Mohammed bin Salman’s statement explained in length what actually their “Wahhabism” is. At the same time he also hinted at how they had thwarted the Turkish rule from the Arabian Peninsula and established peaceful and flourishing rule of Arab’s own. This is perhaps why, and to hide this fact, the Turkish daily distorted Mohammed bin Salman’s statement which is still easily accessible in the public domain.
By saying that their belief is totally in line with the Quran and Sunnah of the Prophet (peace be upon him) no further explanation was needed. Yet, the Turkish daily wrongly associated Saudis and the Muslims who call them “Salafi” with a sect, which according to it, “is a mixture of the heretical movement Mujassimah (Anthropomorphism – which is the belief that God is similar to humans), and the Khawarij”.
Wahhabism in the Indian Subcontinent
Historians have recorded that the first time this term was used in the Indian subcontinent was by the British. As the British famously used different tactics to divide Hindus and Muslims, likewise they also used the term “Wahhabis” to demonize the Muslims who were at the forefront against their rule, actually leading the first war of India’s independence in 1857.
Iran, Israel and Palestine
The other issues highlighted in Mohammed bin Salman's interview were about the states of Palestine and Israel, and Iran’s meddling in the Middle East. In reply to a question Mohammed bin Salman said that they don’t have any problem with Jews and Christians giving example that they lived in peace in the Arabian Peninsula for centuries, and even during the lifetime of Prophet Muhammad (peace be upon him).
In reply to a question, the Saudi Crown Prince said, “I believe that each people, anywhere, has a right to live in their peaceful nation. I believe the Palestinians and the Israelis have the right to have their own land. But we have to have a peace agreement to assure the stability for everyone and to have normal relations.”

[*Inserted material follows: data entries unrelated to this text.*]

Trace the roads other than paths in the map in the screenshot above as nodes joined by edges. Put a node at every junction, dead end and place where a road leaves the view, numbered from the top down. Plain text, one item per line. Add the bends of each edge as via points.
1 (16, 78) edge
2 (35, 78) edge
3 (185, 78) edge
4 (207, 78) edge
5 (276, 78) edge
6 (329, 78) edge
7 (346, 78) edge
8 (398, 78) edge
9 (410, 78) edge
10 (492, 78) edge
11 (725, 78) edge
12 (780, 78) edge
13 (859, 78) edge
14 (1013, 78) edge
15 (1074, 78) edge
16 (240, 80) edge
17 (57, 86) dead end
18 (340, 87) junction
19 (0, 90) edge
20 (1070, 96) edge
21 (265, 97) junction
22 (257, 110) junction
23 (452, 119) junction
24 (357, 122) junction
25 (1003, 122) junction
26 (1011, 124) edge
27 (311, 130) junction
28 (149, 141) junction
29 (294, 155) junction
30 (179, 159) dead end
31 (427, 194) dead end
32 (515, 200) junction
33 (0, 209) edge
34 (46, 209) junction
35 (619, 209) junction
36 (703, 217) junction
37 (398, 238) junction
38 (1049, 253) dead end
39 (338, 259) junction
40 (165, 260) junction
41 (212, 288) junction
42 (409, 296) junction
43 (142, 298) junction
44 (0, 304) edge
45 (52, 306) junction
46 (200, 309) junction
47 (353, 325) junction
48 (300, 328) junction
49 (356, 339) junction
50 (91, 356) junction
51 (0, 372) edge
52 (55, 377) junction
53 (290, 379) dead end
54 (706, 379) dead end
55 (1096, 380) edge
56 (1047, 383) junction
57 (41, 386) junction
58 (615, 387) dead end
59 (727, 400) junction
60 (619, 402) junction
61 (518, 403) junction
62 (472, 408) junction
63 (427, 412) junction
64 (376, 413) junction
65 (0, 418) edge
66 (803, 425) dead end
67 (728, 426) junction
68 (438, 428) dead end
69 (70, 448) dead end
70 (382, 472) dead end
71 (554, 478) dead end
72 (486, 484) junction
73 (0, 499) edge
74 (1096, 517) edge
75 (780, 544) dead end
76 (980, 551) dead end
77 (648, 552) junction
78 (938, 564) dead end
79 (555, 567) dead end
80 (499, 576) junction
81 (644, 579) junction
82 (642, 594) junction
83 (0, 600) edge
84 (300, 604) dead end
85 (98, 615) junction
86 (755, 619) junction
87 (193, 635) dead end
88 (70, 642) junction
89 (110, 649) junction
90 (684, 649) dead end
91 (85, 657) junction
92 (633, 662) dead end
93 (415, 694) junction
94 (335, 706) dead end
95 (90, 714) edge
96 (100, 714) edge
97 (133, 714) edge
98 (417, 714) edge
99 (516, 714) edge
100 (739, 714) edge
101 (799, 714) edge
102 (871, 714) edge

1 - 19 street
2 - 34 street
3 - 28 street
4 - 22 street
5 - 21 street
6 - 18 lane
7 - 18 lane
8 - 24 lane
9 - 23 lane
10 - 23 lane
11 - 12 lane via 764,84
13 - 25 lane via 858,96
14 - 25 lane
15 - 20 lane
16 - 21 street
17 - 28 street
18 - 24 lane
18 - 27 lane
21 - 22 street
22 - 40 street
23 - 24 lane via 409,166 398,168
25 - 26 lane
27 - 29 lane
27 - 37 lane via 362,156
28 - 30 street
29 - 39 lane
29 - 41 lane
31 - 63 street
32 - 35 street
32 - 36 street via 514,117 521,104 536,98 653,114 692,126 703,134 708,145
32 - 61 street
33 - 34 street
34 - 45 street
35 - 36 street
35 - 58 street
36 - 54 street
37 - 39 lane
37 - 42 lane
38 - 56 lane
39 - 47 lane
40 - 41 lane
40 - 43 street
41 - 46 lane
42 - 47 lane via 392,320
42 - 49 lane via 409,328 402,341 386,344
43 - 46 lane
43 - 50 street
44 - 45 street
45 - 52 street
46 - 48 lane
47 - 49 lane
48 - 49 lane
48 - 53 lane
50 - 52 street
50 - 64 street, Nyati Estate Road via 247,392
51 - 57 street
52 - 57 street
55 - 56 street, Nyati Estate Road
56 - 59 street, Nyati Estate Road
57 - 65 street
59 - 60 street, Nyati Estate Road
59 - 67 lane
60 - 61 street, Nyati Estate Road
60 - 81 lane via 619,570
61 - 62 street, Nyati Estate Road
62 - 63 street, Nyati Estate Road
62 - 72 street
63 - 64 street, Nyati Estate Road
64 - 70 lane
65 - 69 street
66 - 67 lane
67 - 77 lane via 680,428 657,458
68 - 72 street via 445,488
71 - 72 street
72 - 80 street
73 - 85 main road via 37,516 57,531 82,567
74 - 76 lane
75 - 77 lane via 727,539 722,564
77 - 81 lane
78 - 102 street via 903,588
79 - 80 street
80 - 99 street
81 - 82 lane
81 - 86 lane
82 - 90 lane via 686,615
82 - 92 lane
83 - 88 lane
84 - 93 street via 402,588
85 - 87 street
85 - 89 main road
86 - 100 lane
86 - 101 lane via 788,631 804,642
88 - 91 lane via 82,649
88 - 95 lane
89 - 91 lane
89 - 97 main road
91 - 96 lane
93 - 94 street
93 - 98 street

“We have religious concerns about the fate of the holy mosque in Jerusalem and about the rights of the Palestinian people. This is what we have. We don’t have any objection against any other people”, he added.
During the course of his interview he did not mince words and bluntly described how the Iranian regime is funding terrorists in the region, at the same time adding that they have no problem with common Shiites.
Stating that he believed that “the Iranian supreme leader makes Hitler look good”, he said, “The Shiites are living normally in Saudi Arabia. We have no problem with the Shiites. We have a problem with the ideology of the Iranian regime. Our problem is, we don’t think they have the right to interfere with our affair.”